Anyway, on that same day, my sister and I were on our way to the Philippine Embassy.  We were walking on the sidewalk and noticed that a few meters ahead were a group of men. I got a little bit uncomfortable to be walking in front of a throng of men, especially I was wearing a tiny skirt, but my sister assured me, and said that to be fair to the Dutch men, they weren’t the type who would holler or harass women. That no matter what women were wearing, unlike Pinoys who would immediately say “Hi Miss Beautiful” and other annoying comments, the Dutch would only keep their silence. They would probably look at you but they will not say anything.  I was about to laud the gentlemanliness of the Dutch when all of a sudden, by the time we got in front of them, they all started throwing comments at us like – “Hi Miss. How are you today?  Is everything good?  Goodbye, Miss.”  I just looked at my sister and said, “As you were saying?”  My sister only replied, “This is the first time something like this has happened to me!”

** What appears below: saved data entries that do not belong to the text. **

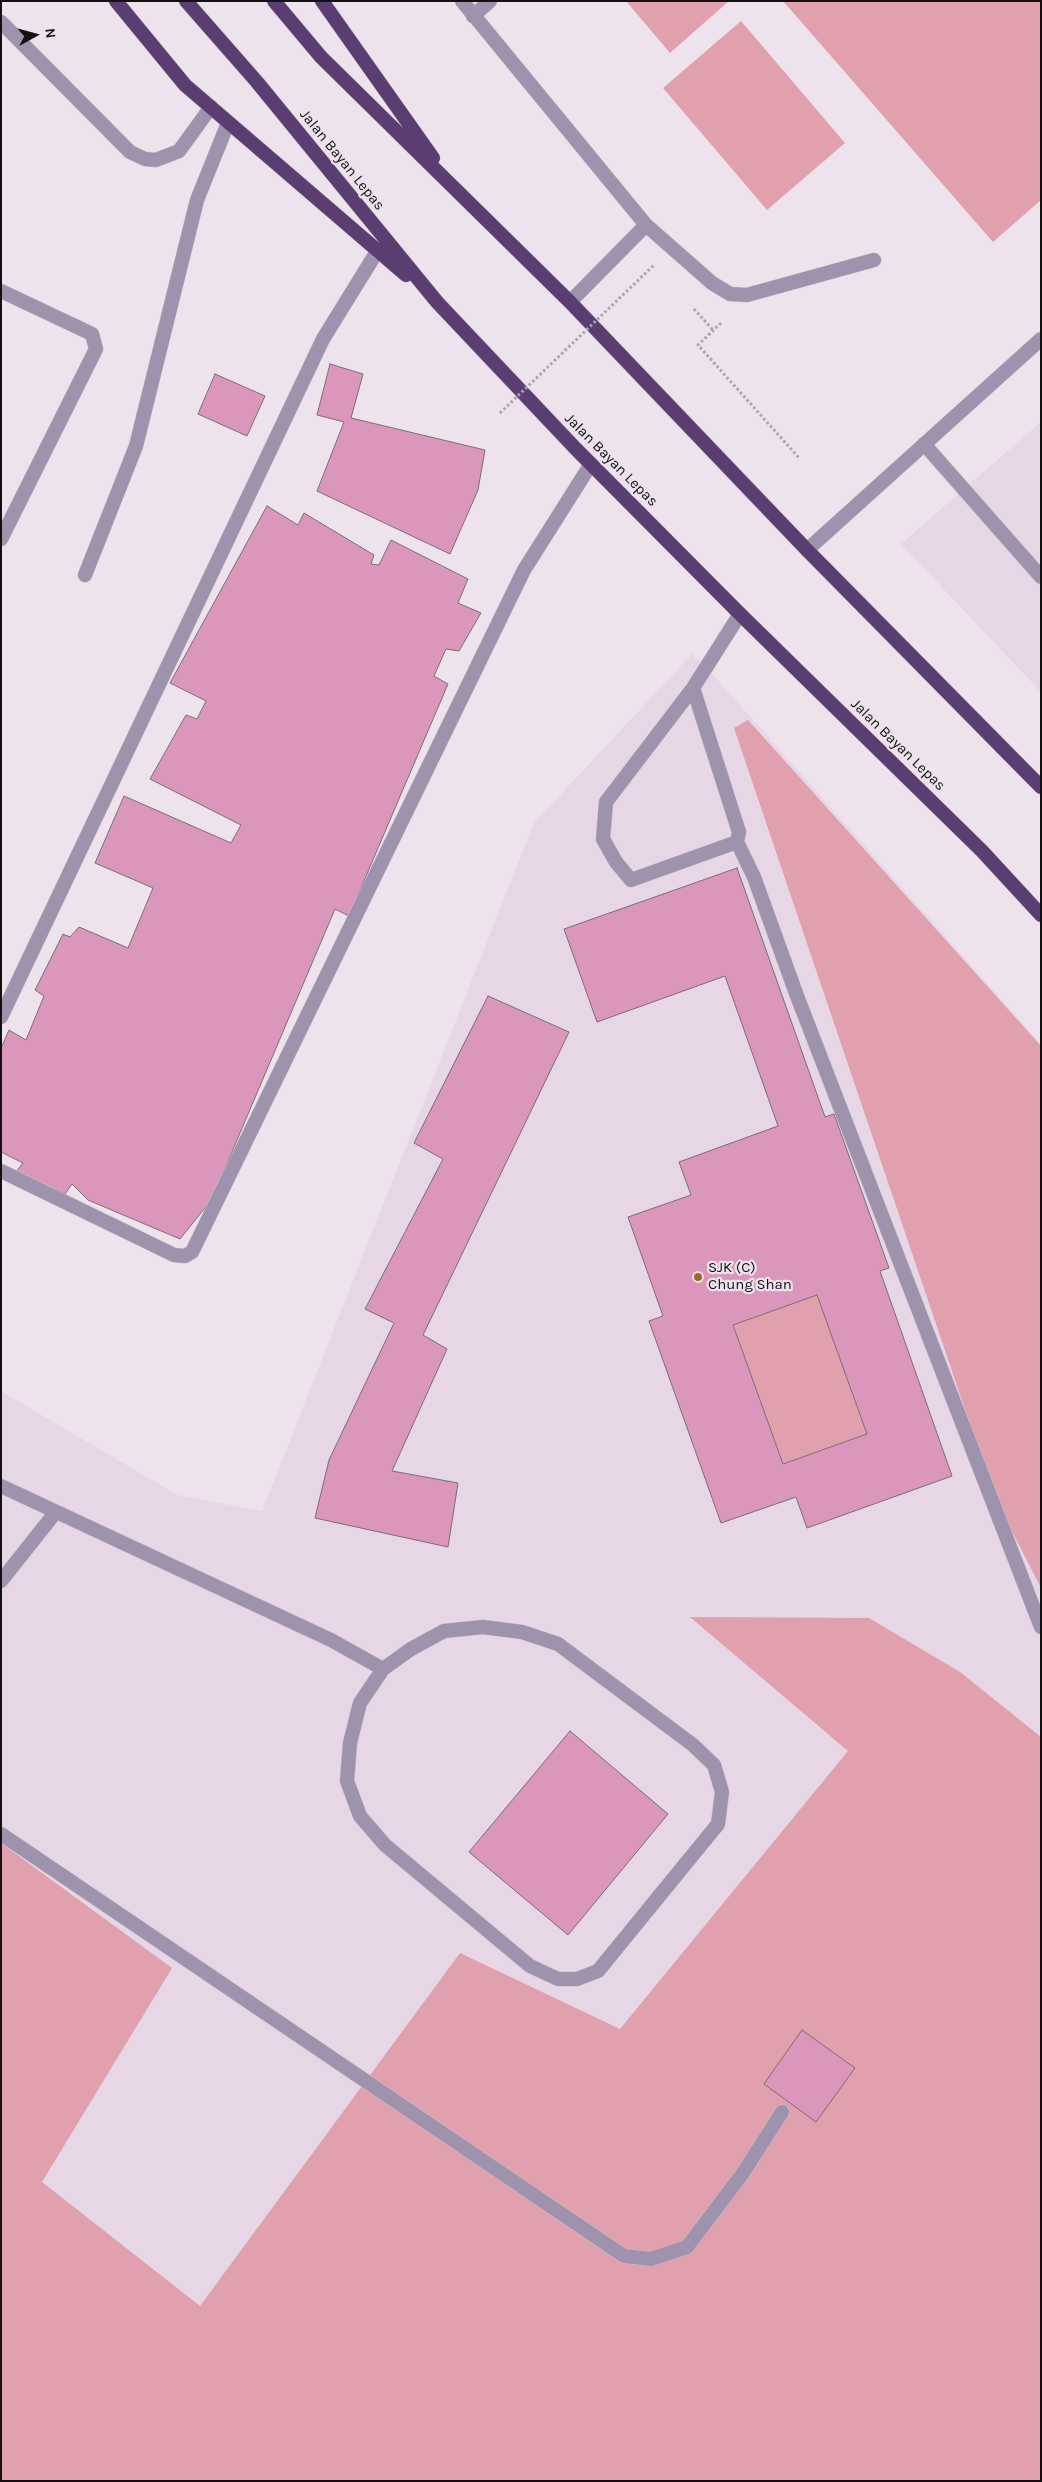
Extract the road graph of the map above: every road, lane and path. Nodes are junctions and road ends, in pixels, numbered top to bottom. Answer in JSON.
{"nodes":[{"id":1,"x":116,"y":1,"type":"edge"},
{"id":2,"x":186,"y":1,"type":"edge"},
{"id":3,"x":274,"y":1,"type":"edge"},
{"id":4,"x":322,"y":1,"type":"edge"},
{"id":5,"x":462,"y":1,"type":"edge"},
{"id":6,"x":490,"y":1,"type":"edge"},
{"id":7,"x":473,"y":16,"type":"junction"},
{"id":8,"x":1,"y":22,"type":"edge"},
{"id":9,"x":211,"y":107,"type":"junction"},
{"id":10,"x":228,"y":123,"type":"junction"},
{"id":11,"x":454,"y":188,"type":"junction"},
{"id":12,"x":646,"y":225,"type":"junction"},
{"id":13,"x":378,"y":250,"type":"junction"},
{"id":14,"x":874,"y":260,"type":"dead end"},
{"id":15,"x":654,"y":265,"type":"dead end"},
{"id":16,"x":1,"y":291,"type":"edge"},
{"id":17,"x":437,"y":302,"type":"junction"},
{"id":18,"x":570,"y":302,"type":"junction"},
{"id":19,"x":714,"y":331,"type":"dead end"},
{"id":20,"x":1041,"y":339,"type":"edge"},
{"id":21,"x":500,"y":413,"type":"dead end"},
{"id":22,"x":924,"y":444,"type":"junction"},
{"id":23,"x":800,"y":460,"type":"dead end"},
{"id":24,"x":591,"y":464,"type":"junction"},
{"id":25,"x":1,"y":539,"type":"edge"},
{"id":26,"x":807,"y":550,"type":"junction"},
{"id":27,"x":85,"y":575,"type":"dead end"},
{"id":28,"x":1041,"y":578,"type":"edge"},
{"id":29,"x":740,"y":614,"type":"junction"},
{"id":30,"x":693,"y":688,"type":"junction"},
{"id":31,"x":1041,"y":786,"type":"edge"},
{"id":32,"x":737,"y":842,"type":"junction"},
{"id":33,"x":1041,"y":915,"type":"edge"},
{"id":34,"x":1,"y":1017,"type":"edge"},
{"id":35,"x":1,"y":1171,"type":"edge"},
{"id":36,"x":1,"y":1486,"type":"edge"},
{"id":37,"x":55,"y":1513,"type":"junction"},
{"id":38,"x":1,"y":1581,"type":"edge"},
{"id":39,"x":1041,"y":1627,"type":"edge"},
{"id":40,"x":383,"y":1669,"type":"junction"},
{"id":41,"x":1,"y":1834,"type":"edge"},
{"id":42,"x":782,"y":2112,"type":"dead end"}],
"edges":[{"from":1,"to":9,"type":"highway"},
{"from":2,"to":17,"type":"highway","name":"Jalan Bayan Lepas"},
{"from":3,"to":11,"type":"highway"},
{"from":4,"to":11,"type":"highway"},
{"from":5,"to":7,"type":"street"},
{"from":6,"to":7,"type":"street"},
{"from":7,"to":12,"type":"street"},
{"from":8,"to":9,"type":"street"},
{"from":9,"to":10,"type":"highway"},
{"from":10,"to":13,"type":"highway"},
{"from":10,"to":27,"type":"street"},
{"from":11,"to":18,"type":"highway"},
{"from":12,"to":14,"type":"street"},
{"from":12,"to":18,"type":"street"},
{"from":13,"to":17,"type":"highway"},
{"from":13,"to":34,"type":"street"},
{"from":15,"to":21,"type":"path","bridge":true},
{"from":16,"to":25,"type":"street"},
{"from":17,"to":24,"type":"highway","name":"Jalan Bayan Lepas"},
{"from":18,"to":26,"type":"highway"},
{"from":19,"to":23,"type":"path"},
{"from":20,"to":22,"type":"street"},
{"from":22,"to":26,"type":"street"},
{"from":22,"to":28,"type":"street"},
{"from":24,"to":29,"type":"highway","name":"Jalan Bayan Lepas"},
{"from":24,"to":35,"type":"street"},
{"from":26,"to":31,"type":"highway"},
{"from":29,"to":30,"type":"street"},
{"from":29,"to":33,"type":"highway","name":"Jalan Bayan Lepas"},
{"from":30,"to":32,"type":"street"},
{"from":30,"to":32,"type":"street"},
{"from":32,"to":39,"type":"street"},
{"from":36,"to":37,"type":"street"},
{"from":37,"to":38,"type":"street"},
{"from":37,"to":40,"type":"street"},
{"from":40,"to":40,"type":"street"},
{"from":41,"to":42,"type":"street"}]}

But that was not the first and last time that it happened to me.  And on those succeeding occasions when it did happen, I was not wearing any short skirt, mind you!  My sister said that it was probably the color of my skin (my sister looks more mestiza than me). The Dutch are all pasty white and my morena complexion definitely stands out.  She teased me as an “exotic beauty” complete with long, straight dark hair.  I’ve always hated that description! It’s so stereotypical! There were times when I only wore plain jeans and top and I’d get comments still.  I’d wear a simple dress and seemingly respectable police/security would suddenly bid me “Good night, Miss.  Are you on your way home, Miss?  Be careful now.” A bunch of teenage boys uttering “Mooi, Mooi.”  (Beautiful, beautiful) as I walked inside a train station.  A man would wave at me while riding his bike. Someone would bump himself with other people because he had eyes on me rather on the street.  My “Memoirs of A Geisha Moment.”

Are Dutch men really just friendly to tourists?  Attracted to dark skin?  Or simply appreciating beauty when they see it?  When I told someone, who also went to Holland the year before about these instances, I was surprised to hear her comment. “No one did something like that to me when I was there!”  Her statement, by the way, had a jealous tone rather than expressing it as a matter-of-fact.

After hearing that remark, honestly, I was amused.  Modesty aside, I thought, hey, I am pretty after all!  But it also got me thinking – did I do something to earn such unsolicited remarks?  (But I’ve always maintained that decent Pinay behaviour when I was there in the Netherlands)  Is it something cultural?  (No one took notice of me when I went to Spain but got a few looks when I was in Belgium and especially in Holland.) Why do some women feel disgusted when they get such treatments but get upset at the same time when they don’t?  Is there some sort of a competition going on among women in this arena?  Where do women draw the line between flattering and disrespect?